For the differential equation given by $$(x^2-y^2)dx+3xy \ dy=0$$ the general soultion is $$(x^2+2y^2)^3 =cx^2$$ Check this solution by differentiating and rewriting to get the original function.
I solved for $\frac{dy}{dx}$ and got $$\frac{dy}{dx}=\frac{cx-3x(x^2+2y^2)^2} {6y(x^2+2y^2)^2}$$ I was told to solve for $c$ and multiply by $dx$. but I cannot figure out how to get this to the original equation.

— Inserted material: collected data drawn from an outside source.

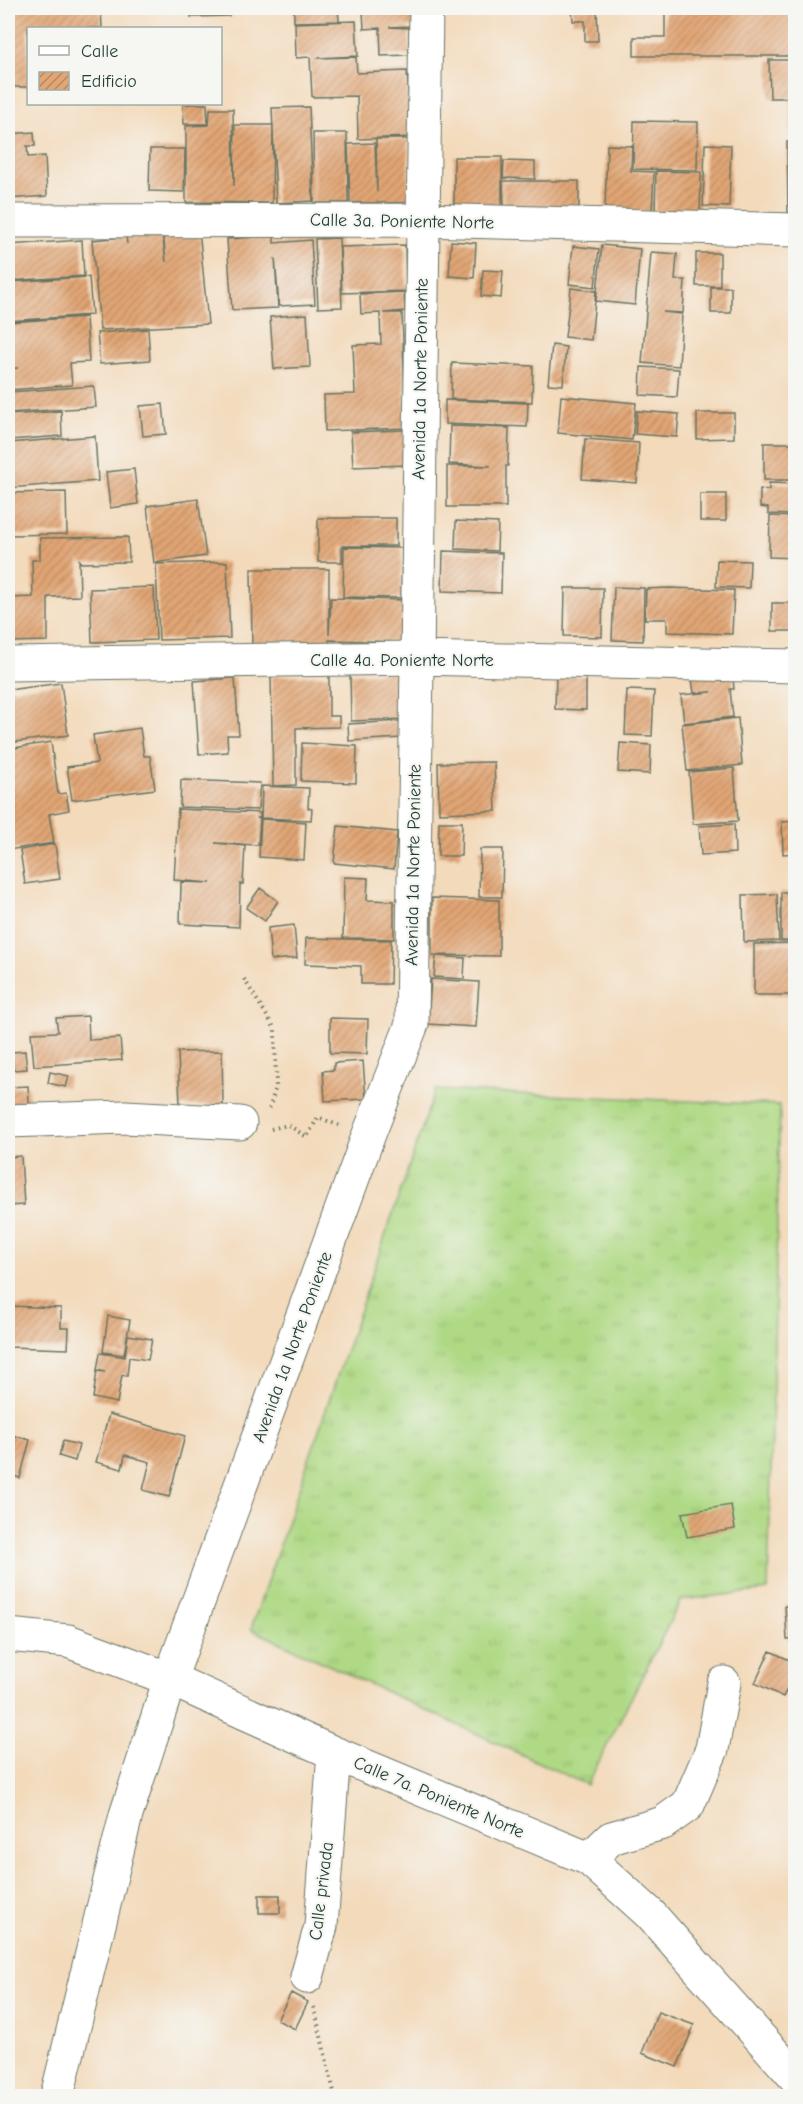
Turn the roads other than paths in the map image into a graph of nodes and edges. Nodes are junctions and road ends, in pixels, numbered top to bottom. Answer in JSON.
{"nodes":[{"id":1,"x":426,"y":8,"type":"edge"},
{"id":2,"x":423,"y":220,"type":"junction"},
{"id":3,"x":8,"y":221,"type":"edge"},
{"id":4,"x":795,"y":230,"type":"edge"},
{"id":5,"x":416,"y":658,"type":"junction"},
{"id":6,"x":8,"y":664,"type":"edge"},
{"id":7,"x":795,"y":666,"type":"edge"},
{"id":8,"x":8,"y":1121,"type":"edge"},
{"id":9,"x":253,"y":1122,"type":"road end"},
{"id":10,"x":8,"y":1635,"type":"edge"},
{"id":11,"x":171,"y":1679,"type":"junction"},
{"id":12,"x":724,"y":1683,"type":"dead end"},
{"id":13,"x":334,"y":1753,"type":"junction"},
{"id":14,"x":589,"y":1859,"type":"junction"},
{"id":15,"x":307,"y":1977,"type":"road end"},
{"id":16,"x":795,"y":2079,"type":"edge"},
{"id":17,"x":57,"y":2097,"type":"edge"}],
"edges":[{"from":1,"to":2,"type":"street","name":"Avenida 1a Norte Poniente"},
{"from":2,"to":3,"type":"street","name":"Calle 3a. Poniente Norte"},
{"from":2,"to":4,"type":"street","name":"Calle 3a. Poniente Norte"},
{"from":2,"to":5,"type":"street","name":"Avenida 1a Norte Poniente"},
{"from":5,"to":6,"type":"street","name":"Calle 4a. Poniente Norte"},
{"from":5,"to":7,"type":"street","name":"Calle 4a. Poniente Norte"},
{"from":5,"to":11,"type":"street","name":"Avenida 1a Norte Poniente"},
{"from":8,"to":9,"type":"street"},
{"from":10,"to":11,"type":"street","name":"Calle 7a. Poniente Norte"},
{"from":11,"to":13,"type":"street","name":"Calle 7a. Poniente Norte"},
{"from":11,"to":17,"type":"street","name":"Avenida 1a Norte Poniente"},
{"from":12,"to":14,"type":"street"},
{"from":13,"to":14,"type":"street","name":"Calle 7a. Poniente Norte"},
{"from":13,"to":15,"type":"street","name":"Calle privada"},
{"from":14,"to":16,"type":"street","name":"Calle 7a. Poniente Norte"}]}
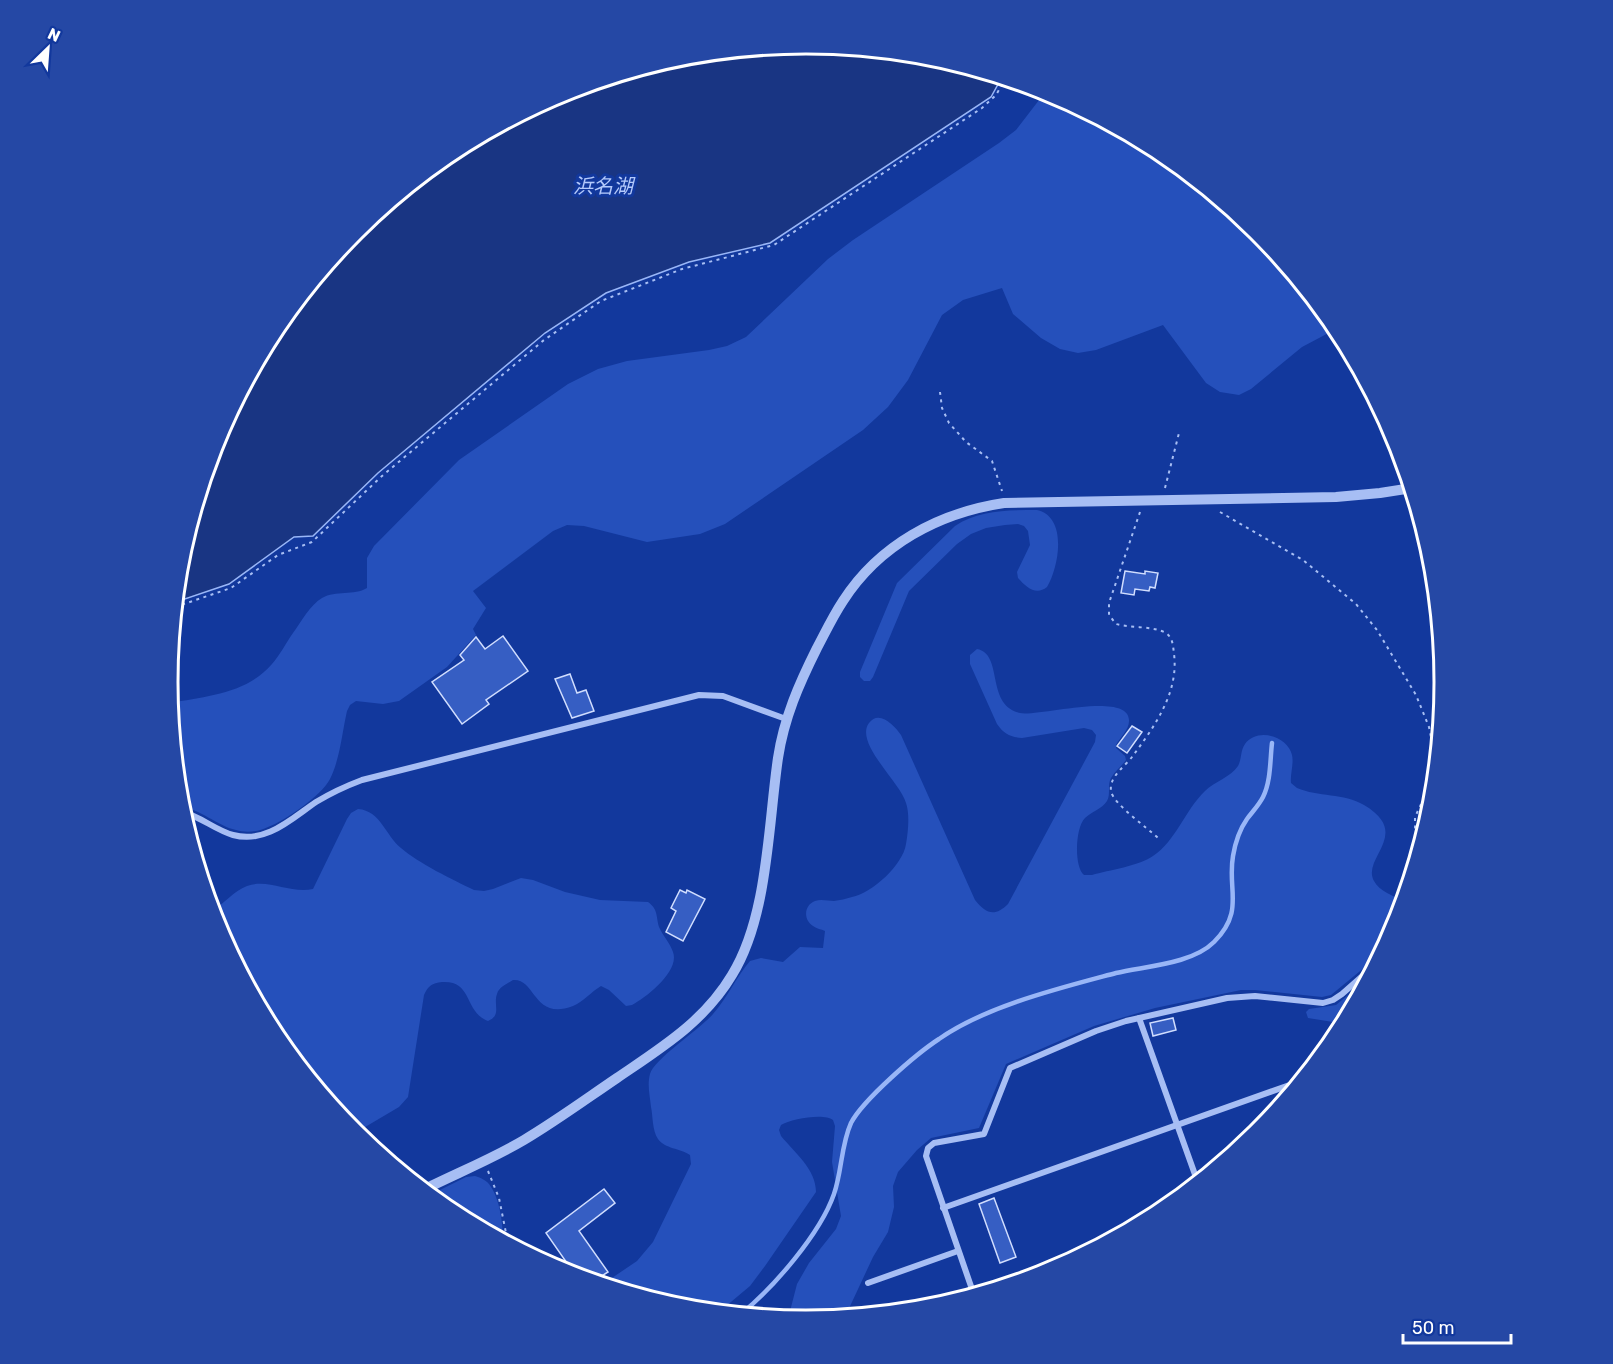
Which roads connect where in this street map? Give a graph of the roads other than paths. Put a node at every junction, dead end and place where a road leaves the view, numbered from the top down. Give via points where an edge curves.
1 (1404, 489) edge
2 (786, 719) junction
3 (194, 817) edge
4 (1360, 978) edge
5 (1139, 1018) junction
6 (1287, 1086) edge
7 (1177, 1125) junction
8 (1195, 1175) edge
9 (432, 1186) edge
10 (943, 1208) junction
11 (958, 1251) junction
12 (868, 1283) dead end
13 (972, 1288) edge

1 - 2 street via 1358,496 1004,503 960,512 903,540 849,592 802,678
2 - 3 street via 723,696 699,695 362,780 259,836 234,835
2 - 9 street via 758,910 744,953 721,992 674,1040 541,1130
4 - 5 street via 1342,994 1323,1003 1241,996
5 - 7 street
5 - 10 street via 1096,1031 1010,1068 984,1134 941,1140 928,1148 927,1163
6 - 7 street
7 - 8 street
7 - 10 street
10 - 11 street
11 - 12 street
11 - 13 street

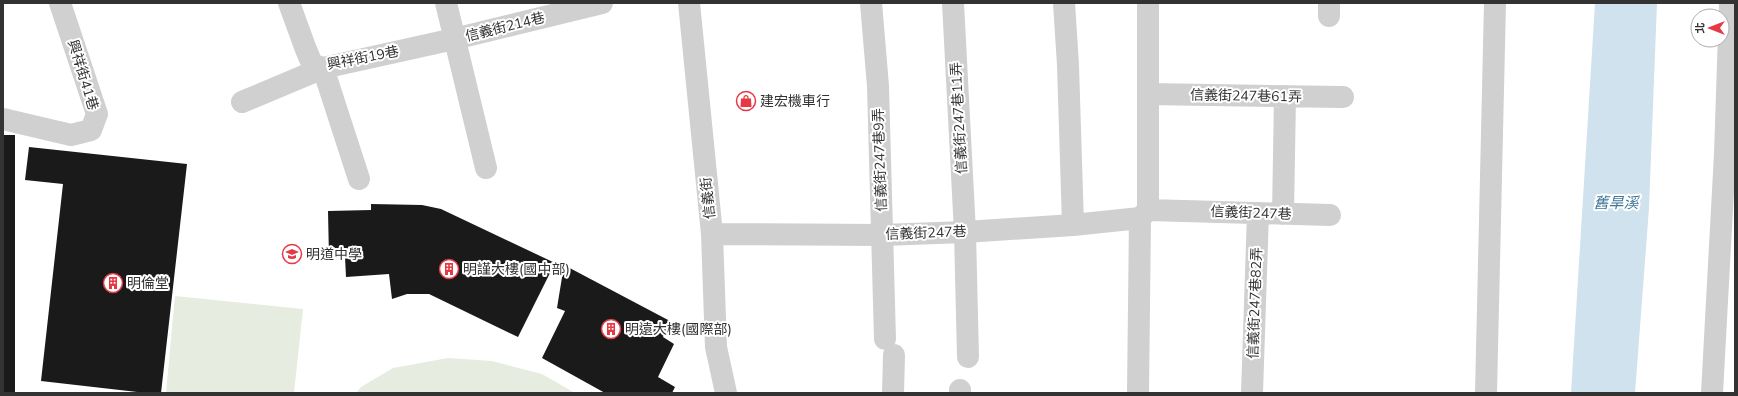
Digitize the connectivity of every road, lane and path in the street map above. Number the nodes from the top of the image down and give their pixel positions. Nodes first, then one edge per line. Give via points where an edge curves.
1 (60, 3) edge
2 (289, 3) edge
3 (446, 3) edge
4 (602, 3) edge
5 (689, 3) edge
6 (871, 3) edge
7 (952, 3) edge
8 (1064, 3) edge
9 (1148, 3) edge
10 (1495, 3) edge
11 (1730, 3) edge
12 (454, 39) junction
13 (323, 68) junction
14 (1148, 94) junction
15 (1285, 96) junction
16 (1344, 97) dead end
17 (242, 102) dead end
18 (3, 119) edge
19 (486, 168) dead end
20 (359, 179) dead end
21 (1258, 213) junction
22 (1144, 214) junction
23 (1283, 214) junction
24 (1330, 215) dead end
25 (1073, 225) junction
26 (965, 232) junction
27 (712, 234) junction
28 (882, 234) junction
29 (968, 357) dead end
30 (726, 393) edge
31 (893, 393) edge
32 (1138, 393) edge
33 (1252, 393) edge
34 (1486, 393) edge
35 (1712, 393) edge

1 - 18 street, 興祥街41巷 via 97,114 91,130 71,135
2 - 13 street, 興祥街19巷 via 312,64
3 - 12 street
4 - 12 street, 信義街214巷
5 - 27 street, 信義街
6 - 28 street, 信義街247巷9弄 via 878,86
7 - 26 street, 信義街247巷11弄
8 - 25 street
9 - 14 street
10 - 34 street
11 - 35 street via 1726,154
12 - 13 street, 興祥街19巷
12 - 19 street
13 - 17 street
13 - 20 street
14 - 15 street, 信義街247巷61弄
14 - 22 street
15 - 16 street, 信義街247巷61弄
15 - 23 street
21 - 22 street, 信義街247巷
21 - 23 street, 信義街247巷
21 - 33 street, 信義街247巷82弄
22 - 25 street, 信義街247巷
22 - 32 street
23 - 24 street, 信義街247巷
25 - 26 street, 信義街247巷
26 - 28 street, 信義街247巷
26 - 29 street, 信義街247巷11弄
27 - 28 street, 信義街247巷
27 - 30 street, 信義街 via 716,347
28 - 31 street, 信義街247巷9弄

My teacher said to use implicit differentiation so I solved for $\frac{dy}{dx}$.
On
Calling
$$ f(x,y) = (x^2 + 2 y^2)^3 -c x^2 = 0 $$
we have
$$ df=f_x dx+f_y dy = 0\to y' = -\frac{f_x}{f_y} = \frac{x \left(c-3 \left(x^2+2 y^2\right)^2\right)}{6 y \left(x^2+2 y^2\right)^2} $$
now substituting $c = \frac{\left(x^2+2 y^2\right)^3}{x^2}$ and simplifying we obtain
$$ y' = \frac{y}{3 x}-\frac{x}{3 y} $$
as expected.
NOTE
now making $z = \frac yx \to y' = x z' + z$ we have the transformed DE
$$ x z' = \frac 13\left(z-\frac 1z\right)-z $$
which is separable and can be easily solved.
The hint says you should solve for $c$ before differentiating, so let's do that
$$ \frac{(x^2+2y^2)^3}{x^2} = c $$
Performing implicit differentiation on this form will eliminate $c$
$$ \frac{3x^2(x^2+2y^2)^2\left(2x + 4y\frac{dy}{dx}\right)-2x(x^2+2y^2)^3}{x^4} = 0 $$
Now you can solve for $\frac{dy}{dx}$ and finish the job